**** Provided information ****
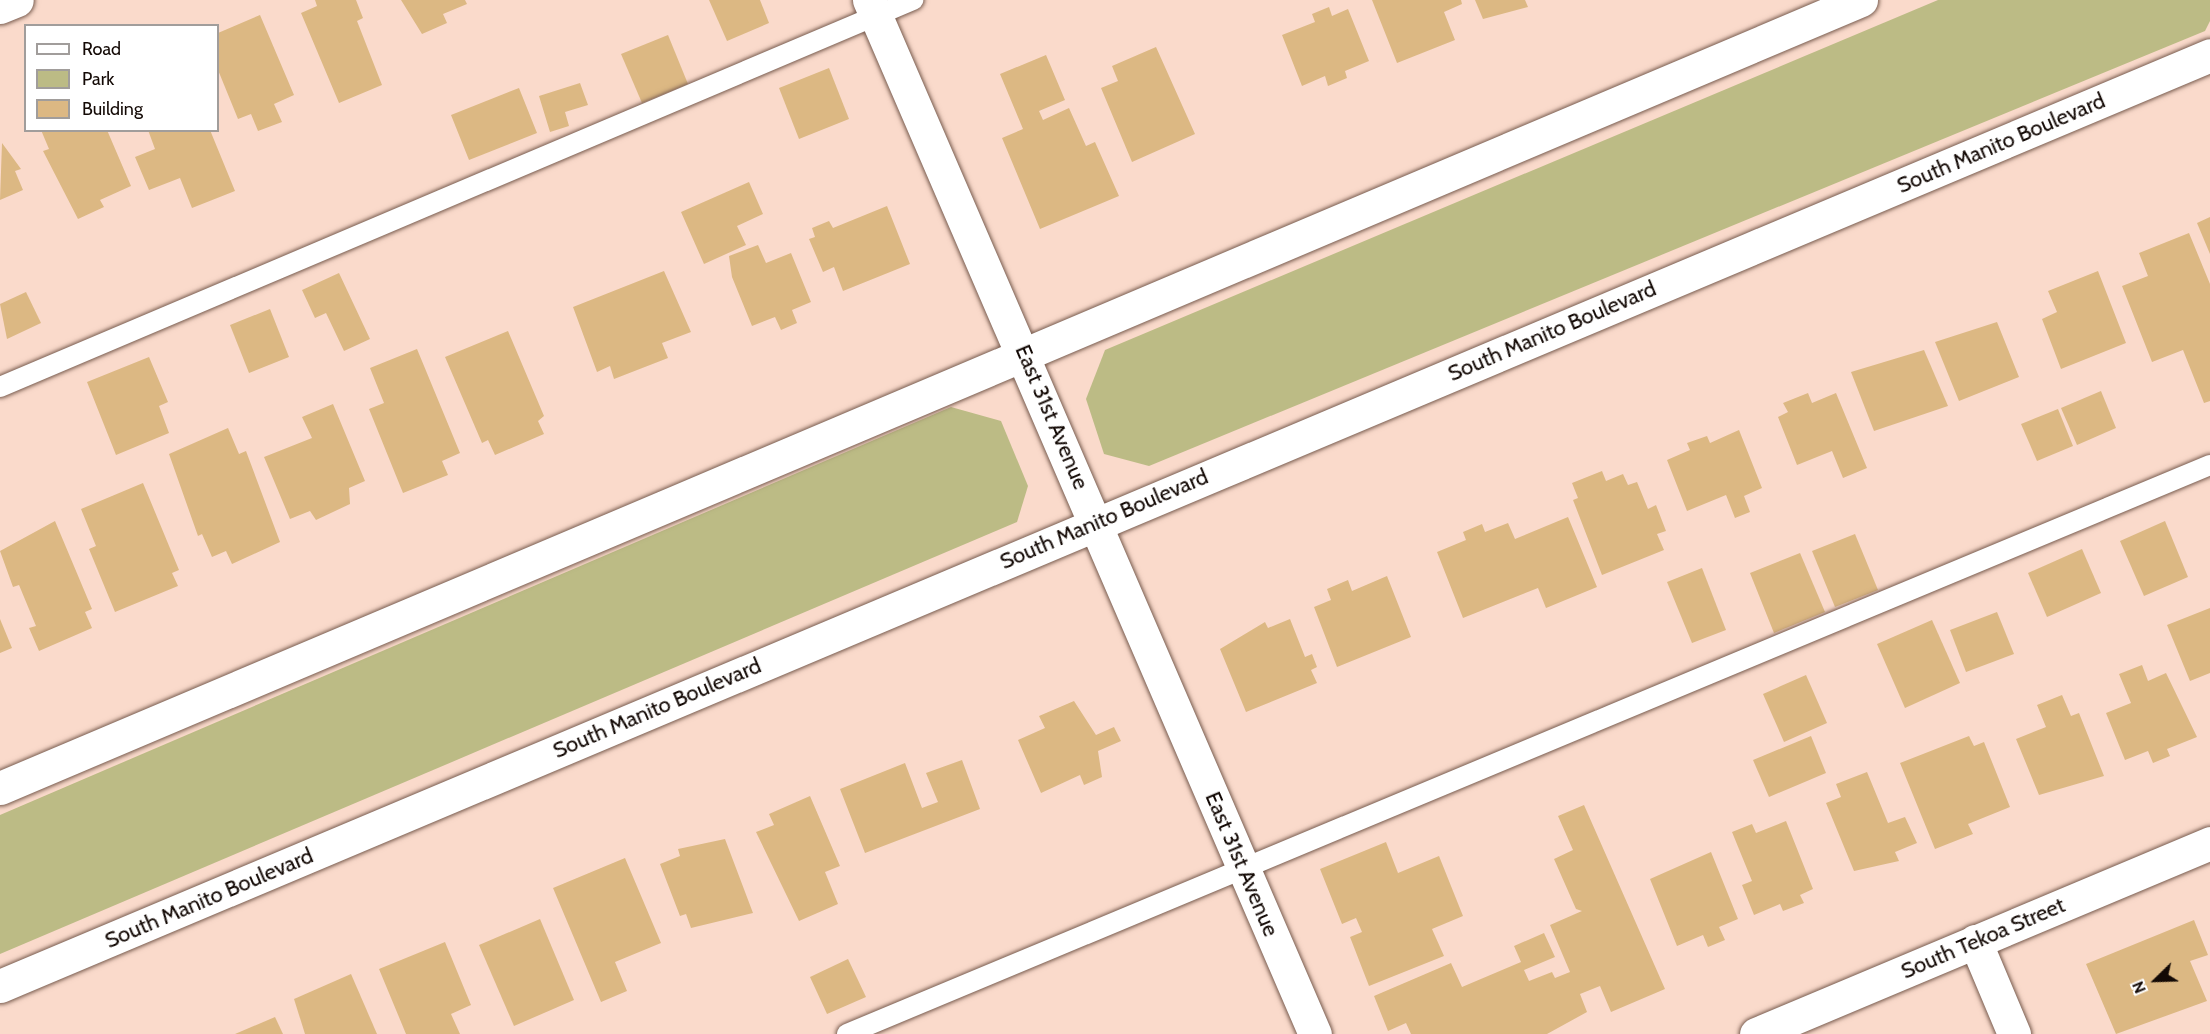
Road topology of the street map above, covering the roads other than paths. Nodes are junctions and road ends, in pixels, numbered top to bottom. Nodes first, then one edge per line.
1 (17, 0) edge
2 (913, 0) edge
3 (1861, 0) edge
4 (0, 7) edge
5 (872, 8) edge
6 (2210, 55) edge
7 (1024, 351) junction
8 (0, 387) edge
9 (2210, 465) edge
10 (1097, 522) junction
11 (0, 788) edge
12 (2210, 843) edge
13 (1244, 869) junction
14 (1975, 941) junction
15 (0, 986) edge
16 (847, 1034) edge
17 (1315, 1034) edge
18 (1756, 1034) edge
19 (2014, 1034) edge

1 - 4 street
2 - 5 lane
3 - 7 street
5 - 7 street, East 31st Avenue
5 - 8 lane
6 - 10 street, South Manito Boulevard
7 - 10 street, East 31st Avenue
7 - 11 street
9 - 13 lane
10 - 13 street, East 31st Avenue
10 - 15 street, South Manito Boulevard
12 - 14 street, South Tekoa Street
13 - 16 lane
13 - 17 street, East 31st Avenue
14 - 18 street, South Tekoa Street
14 - 19 street

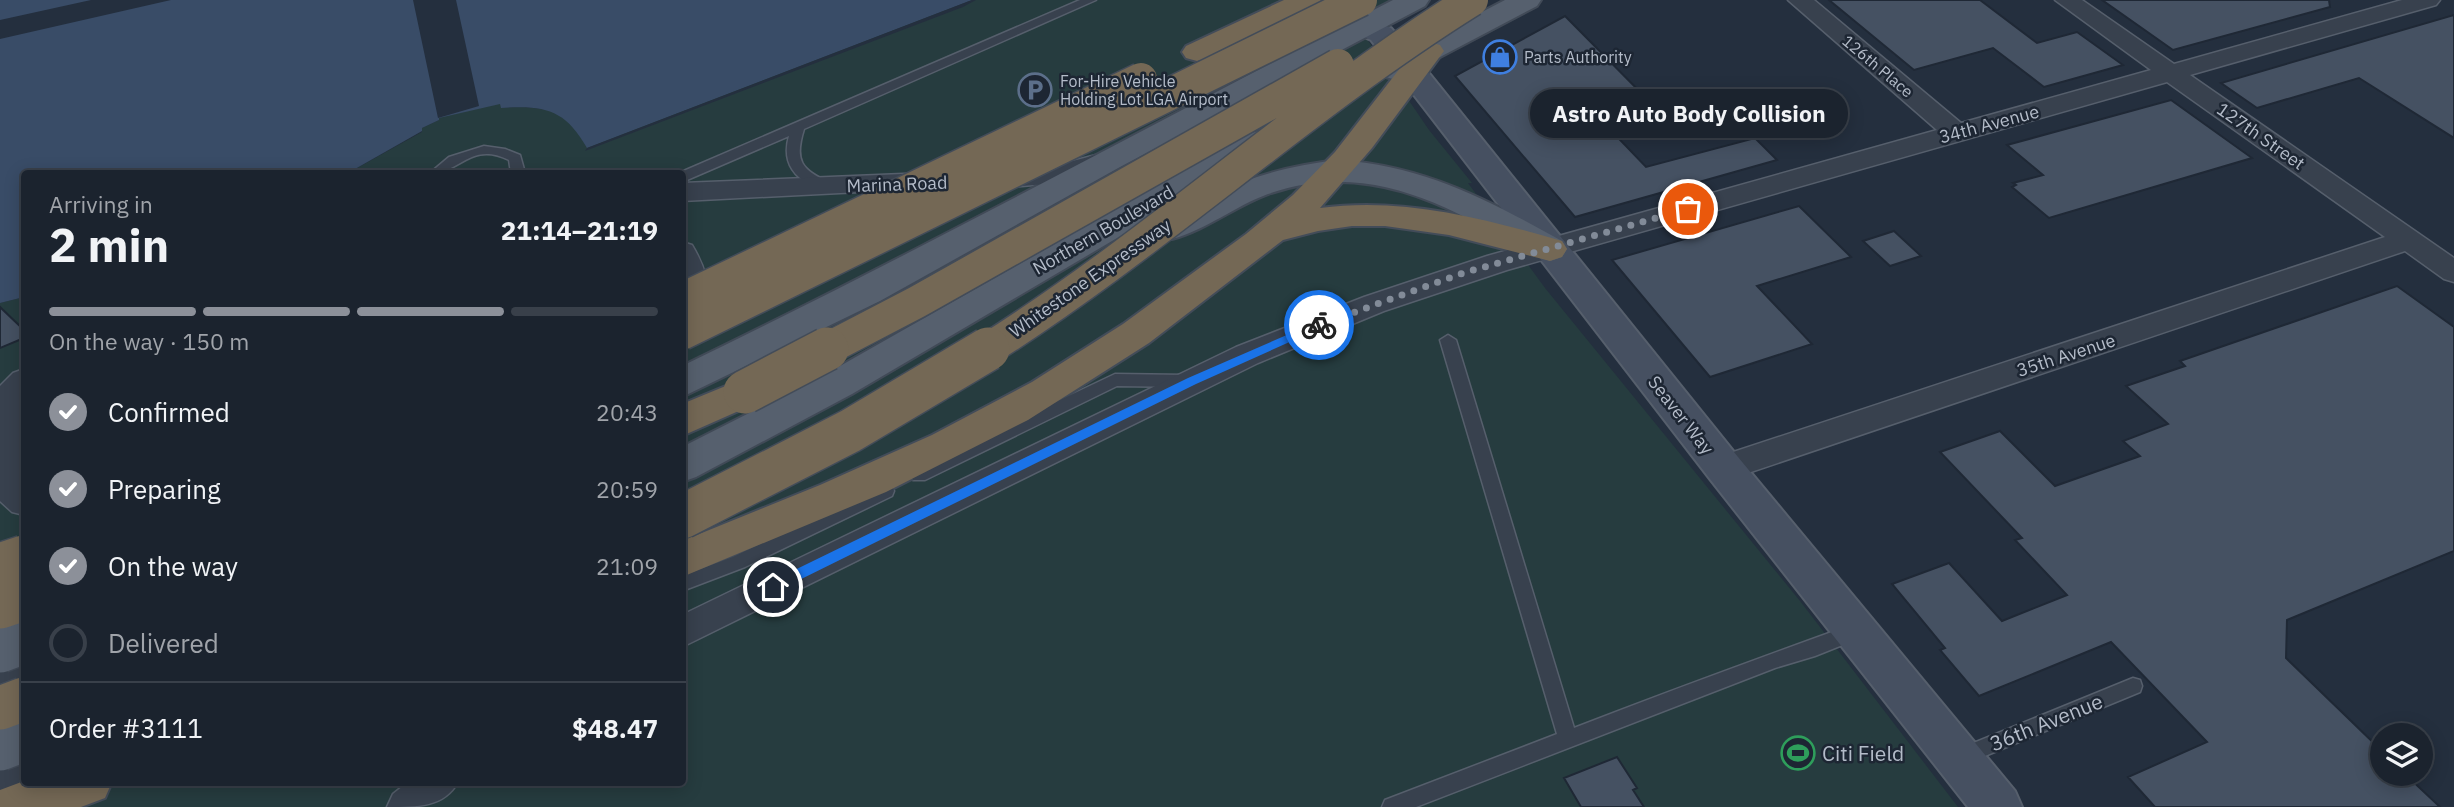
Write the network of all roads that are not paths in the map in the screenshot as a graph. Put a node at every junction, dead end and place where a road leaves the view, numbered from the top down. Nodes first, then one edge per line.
1 (1090, 0) edge
2 (1295, 0) edge
3 (1307, 0) edge
4 (1415, 0) edge
5 (1471, 0) edge
6 (1528, 0) edge
7 (1800, 0) edge
8 (2067, 0) edge
9 (2339, 0) edge
10 (2428, 0) edge
11 (1362, 13) edge
12 (2368, 17) junction
13 (1196, 52) junction
14 (1416, 62) junction
15 (2172, 74) junction
16 (798, 127) junction
17 (1956, 133) junction
18 (1109, 160) junction
19 (441, 170) edge
20 (517, 170) edge
21 (1335, 171) junction
22 (686, 175) edge
23 (828, 186) junction
24 (686, 192) edge
25 (1264, 237) junction
26 (2409, 240) junction
27 (1550, 249) junction
28 (686, 261) edge
29 (2454, 272) edge
30 (686, 297) edge
31 (686, 325) edge
32 (686, 331) edge
33 (1448, 340) dead end
34 (21, 370) edge
35 (0, 377) edge
36 (686, 381) edge
37 (1192, 381) junction
38 (21, 384) edge
39 (686, 419) edge
40 (686, 465) edge
41 (686, 465) edge
42 (1724, 468) junction
43 (21, 500) edge
44 (686, 514) edge
45 (686, 558) edge
46 (19, 570) edge
47 (686, 582) edge
48 (0, 607) edge
49 (686, 630) edge
50 (1856, 631) junction
51 (21, 643) edge
52 (0, 650) edge
53 (21, 686) edge
54 (2133, 686) dead end
55 (0, 694) edge
56 (21, 700) edge
57 (0, 708) edge
58 (1568, 739) junction
59 (21, 741) edge
60 (0, 749) edge
61 (1959, 758) junction
62 (0, 785) edge
63 (52, 786) edge
64 (76, 786) edge
65 (434, 786) edge
66 (0, 806) edge
67 (16, 807) edge
68 (407, 807) edge
69 (1392, 807) edge
70 (1998, 807) edge

1 - 16 lane
2 - 13 highway
3 - 13 highway
4 - 11 main road
5 - 39 highway, bridge
5 - 44 highway, Whitestone Expressway, bridge
6 - 14 main road, Northern Boulevard
7 - 17 street, 126th Place
8 - 15 street, 127th Street
9 - 12 street
10 - 12 street, 34th Avenue
11 - 14 main road, Seaver Way
11 - 18 main road
11 - 32 highway, bridge
12 - 15 street, 34th Avenue
13 - 30 highway, bridge
14 - 21 highway
14 - 27 main road, Seaver Way
14 - 40 main road, Northern Boulevard
15 - 17 street, 34th Avenue
15 - 26 street, 127th Street
16 - 22 lane
16 - 23 lane
17 - 27 street, 34th Avenue
18 - 23 street, Marina Road
18 - 36 main road
19 - 20 lane
21 - 25 highway
21 - 27 main road
21 - 41 main road
23 - 24 street, Marina Road
25 - 27 highway
25 - 45 highway
26 - 29 street, 127th Street
26 - 42 street, 35th Avenue
27 - 37 street, 34th Avenue
27 - 42 main road, Seaver Way
28 - 31 street
33 - 58 lane
34 - 35 street
37 - 47 lane
37 - 49 street, 34th Avenue
38 - 43 street
42 - 50 main road, Seaver Way
46 - 48 highway, bridge
46 - 62 street
50 - 58 lane
50 - 61 main road, Seaver Way
51 - 52 main road, bridge
53 - 55 highway
54 - 61 lane, 36th Avenue
56 - 57 highway, bridge
58 - 69 lane
59 - 60 main road, bridge
61 - 70 main road, Seaver Way
63 - 66 highway
64 - 67 highway
65 - 68 street

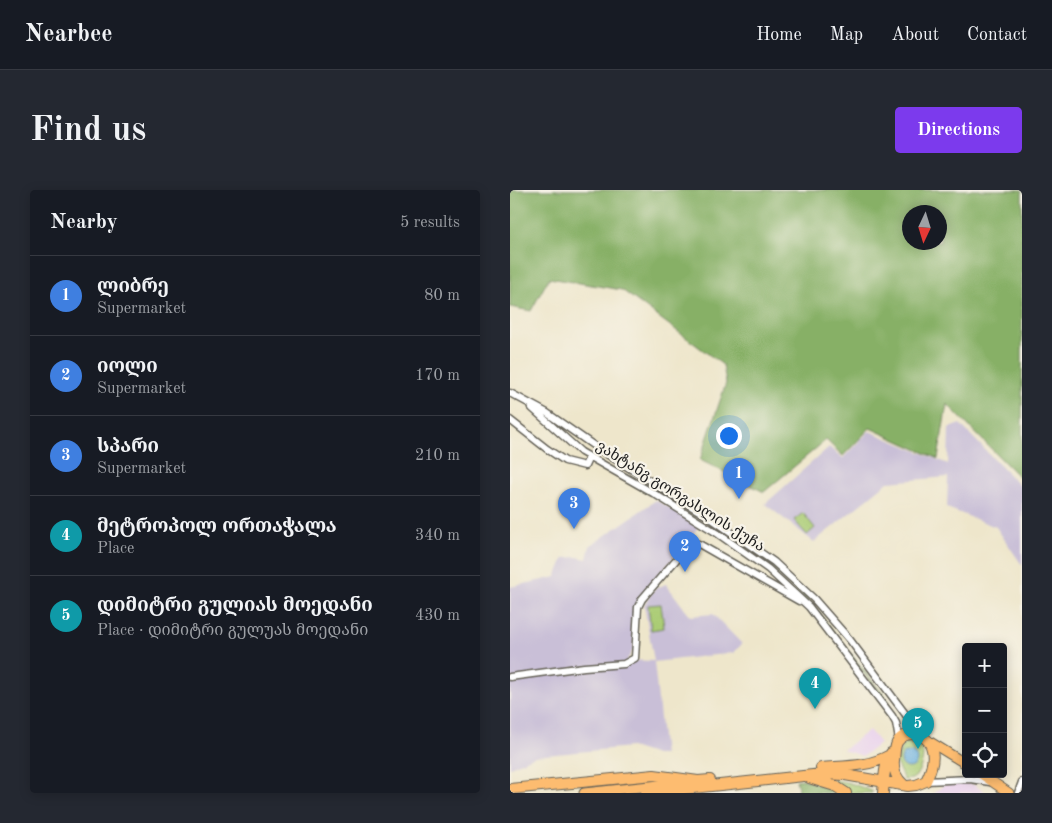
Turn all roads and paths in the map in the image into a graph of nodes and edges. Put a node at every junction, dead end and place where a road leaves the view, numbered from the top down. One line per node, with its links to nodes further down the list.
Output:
1 (510, 393): 2 (street, ვახტანგ გორგასლის ქუჩა)
2 (528, 403): 4 (street, ვახტანგ გორგასლის ქუჩა); 6 (street, ვახტანგ გორგასლის ქუჩა)
3 (510, 420): 6 (street)
4 (600, 450): 5 (street, ვახტანგ გორგასლის ქუჩა); 6 (street)
5 (608, 455): 7 (street); 10 (street, ვახტანგ გორგასლის ქუჩა)
6 (592, 458): 7 (street, ვახტანგ გორგასლის ქუჩა)
7 (603, 465): 8 (street, ვახტანგ გორგასლის ქუჩა)
8 (809, 607): 9 (street); 11 (street, ვახტანგ გორგასლის ქუჩა)
9 (510, 677)
10 (925, 738): 11 (highway); 13 (main road, ვახტანგ გორგასლის ქუჩა); 18 (highway)
11 (897, 742): 12 (highway); 21 (highway)
12 (888, 756): 16 (highway); 17 (highway)
13 (962, 761)
14 (801, 776): 17 (highway); 24 (highway); 25 (highway)
15 (986, 778): 19 (main road)
16 (698, 781): 22 (highway); 23 (main road)
17 (884, 782): 21 (highway); 26 (highway)
18 (926, 782): 19 (street); 21 (highway); 27 (highway)
19 (991, 782): 28 (main road)
20 (1022, 782): 29 (street)
21 (904, 785)
22 (510, 789)
23 (584, 793)
24 (646, 793)
25 (846, 793)
26 (883, 793)
27 (921, 793)
28 (1010, 793)
29 (1018, 793)

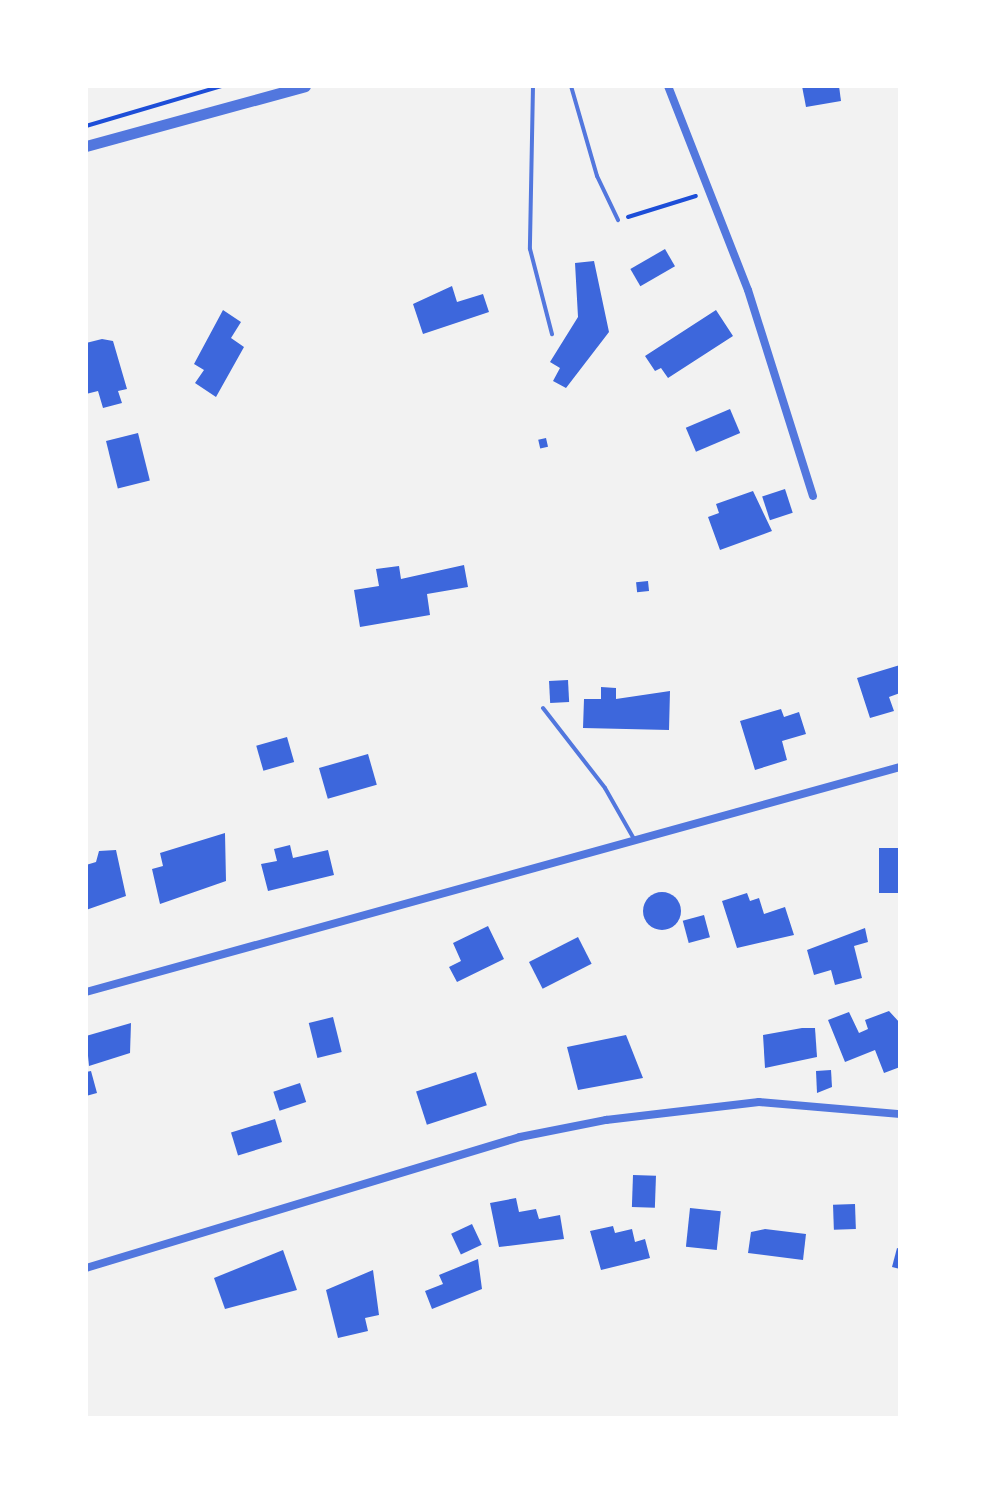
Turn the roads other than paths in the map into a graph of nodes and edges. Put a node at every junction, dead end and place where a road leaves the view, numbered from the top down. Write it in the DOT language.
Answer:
****
- The problem -
For each line above that contains the word "edges", make a copy.

- Your solution -
Turn all roads and paths in the map in the image into a graph of nodes and edges. Put a node at every junction, dead end and place where a road leaves the view, numbered from the top down. One line per node, with its links to nodes further down the list.
Turn the roads other than paths in the map into a graph of nodes and edges. Put a node at every junction, dead end and place where a road leaves the view, numbered from the top down. Write it in the DOT language.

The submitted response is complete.